Au travers des interventions de M. Cambon et des orateurs qui se sont succédé, auxquelles j’apporterai une réponse commune, j’ai relevé trois questions principales : le risque d’isolement, le risque d’enlisement et le problème du développement.
S’agissant de l’isolement, la France agit, pour les raisons d’urgence qui ont été rappelées, avec les seuls Maliens. Plusieurs d’entre vous ont souligné que l’armée malienne, pour le moment, était faible. Est-ce à dire que nous allons continuer ainsi ? Pas du tout !
Nous sommes actuellement dans la première phase, celle de l’urgence. Dans une deuxième phase, le plus rapidement possible, nous souhaitons – et nous y travaillons ! – être rejoints par d’autres forces, parmi lesquelles la Mission internationale de soutien au Mali, la MISMA, dont je tiens à souligner – il y a parfois confusion sur ce point – qu’elle sera essentiellement composée de troupes africaines, mais pas seulement. La résolution 2085 adoptée par le Conseil de sécurité des Nations unies donne en effet une perspective plus large. Puis viendront, comme nous en aurons la confirmation demain, les militaires chargés d’assurer la formation des troupes maliennes et la sécurisation des formateurs de ces troupes.
Nous ne pouvons certes forcer personne, mais, tout en espérant que la conscience universelle existe, elle qui permet de passer de la conscience à l’action, nous ferons en sorte que d’autres forces, en provenance de différents pays, viennent nous aider.

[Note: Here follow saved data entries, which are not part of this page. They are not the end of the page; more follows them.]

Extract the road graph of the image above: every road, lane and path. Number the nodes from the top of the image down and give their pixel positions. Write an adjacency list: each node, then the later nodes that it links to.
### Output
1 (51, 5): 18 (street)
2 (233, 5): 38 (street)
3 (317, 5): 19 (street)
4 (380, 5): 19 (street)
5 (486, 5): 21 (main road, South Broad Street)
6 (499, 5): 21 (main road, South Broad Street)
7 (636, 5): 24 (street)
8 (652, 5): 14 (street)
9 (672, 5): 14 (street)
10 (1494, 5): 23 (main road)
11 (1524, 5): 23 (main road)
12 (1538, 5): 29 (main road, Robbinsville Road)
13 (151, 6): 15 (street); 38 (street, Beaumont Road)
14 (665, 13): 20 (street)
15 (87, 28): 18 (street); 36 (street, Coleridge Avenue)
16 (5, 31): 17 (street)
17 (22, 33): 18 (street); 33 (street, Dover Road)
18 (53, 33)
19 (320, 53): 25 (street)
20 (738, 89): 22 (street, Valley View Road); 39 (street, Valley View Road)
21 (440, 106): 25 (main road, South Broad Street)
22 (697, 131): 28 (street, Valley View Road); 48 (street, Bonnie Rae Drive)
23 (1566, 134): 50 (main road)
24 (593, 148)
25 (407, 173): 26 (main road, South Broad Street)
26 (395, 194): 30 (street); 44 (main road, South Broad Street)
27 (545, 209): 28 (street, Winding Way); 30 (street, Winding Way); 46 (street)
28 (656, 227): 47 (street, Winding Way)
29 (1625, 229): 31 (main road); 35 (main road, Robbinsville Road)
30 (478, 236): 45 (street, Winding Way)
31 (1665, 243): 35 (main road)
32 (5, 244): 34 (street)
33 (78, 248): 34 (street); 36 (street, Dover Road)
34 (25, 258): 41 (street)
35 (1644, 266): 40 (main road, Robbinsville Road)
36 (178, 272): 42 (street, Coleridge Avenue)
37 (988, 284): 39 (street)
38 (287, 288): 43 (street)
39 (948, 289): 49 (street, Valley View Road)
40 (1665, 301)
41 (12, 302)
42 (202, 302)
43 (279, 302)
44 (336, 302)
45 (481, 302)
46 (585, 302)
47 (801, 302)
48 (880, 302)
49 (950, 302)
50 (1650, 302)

Il est vrai que nous sommes au premier rang, même si les Maliens sont les initiateurs de cette intervention, mais il faut très vite une seconde phase, afin que nous puissions bénéficier de nombreux appuis.
Tels sont les faits.
Sur le plan diplomatique, à présent, nous ne sommes évidemment pas isolés, c’est même le contraire : il est rare qu’une intervention militaire recueille un soutien international aussi unanime.
Ce soutien durera-t-il ? Je ne peux pas en préjuger, car ce genre de situation est toujours complexe. Quoi qu’il en soit, on ne peut parler l’isolement diplomatique.

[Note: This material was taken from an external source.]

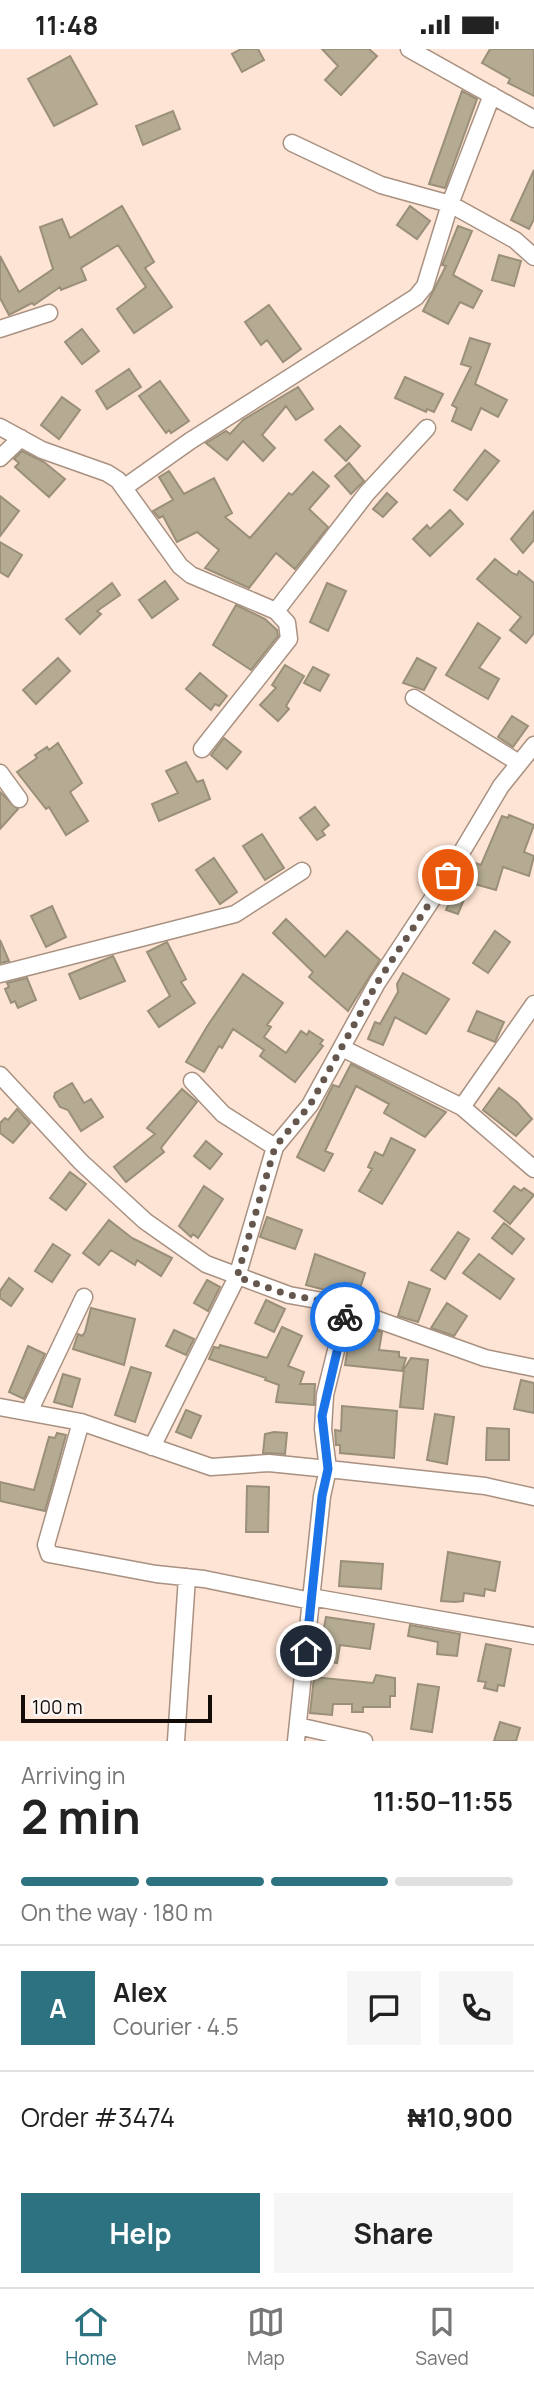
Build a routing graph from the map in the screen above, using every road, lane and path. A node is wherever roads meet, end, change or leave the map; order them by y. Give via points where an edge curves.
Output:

Quant à l’isolement militaire, il prendra fin lorsque les militaires français et maliens seront rejoints par d’autres forces, lors d’une deuxième phase qui doit intervenir, je le répète, le plus rapidement possible.
Pour ce qui est de l’enlisement, puisque certains d’entre vous ont prononcé le mot, c’est effectivement une menace, et il faut tout faire pour éviter qu’elle ne devienne réalité. C’est la raison pour laquelle les objectifs de l’opération ont été précisés par le Président de la République, et réitérés par le ministre de la défense et par moi-même.
De ce point de vue, je souhaite apporter une précision. Le fait de définir ces buts, notamment la défense de l’intégrité du Mali et l’organisation d’élections, ne signifie pas, dans notre esprit, que les troupes françaises devront rester sur place, dans les dispositions présentes, jusqu’au « bout du bout » du processus.
Nous sommes présents au Mali, en première ligne, parce qu’il y a urgence, et nous allons apporter tout notre soutien à ce pays ; mais il faut très vite que d’autres relais, notamment politiques, interviennent. Notre présence, que justifient bel et bien ces objectifs, n’est pas subordonnée à leur réalisation totale. J’espère, disant cela, être suffisamment clair.
Mais certains ont parlé de développement. Évitons les faux débats entre nous, mesdames, messieurs les sénateurs.
Bien évidemment, le sous-développement est une catastrophe absolue. À cet égard, je tiens à faire observer à ceux qui ont rendu hommage à M. Canfin, excellent ministre qui travaille à mes côtés, que, ce faisant, ils ont rendu hommage au Gouvernement.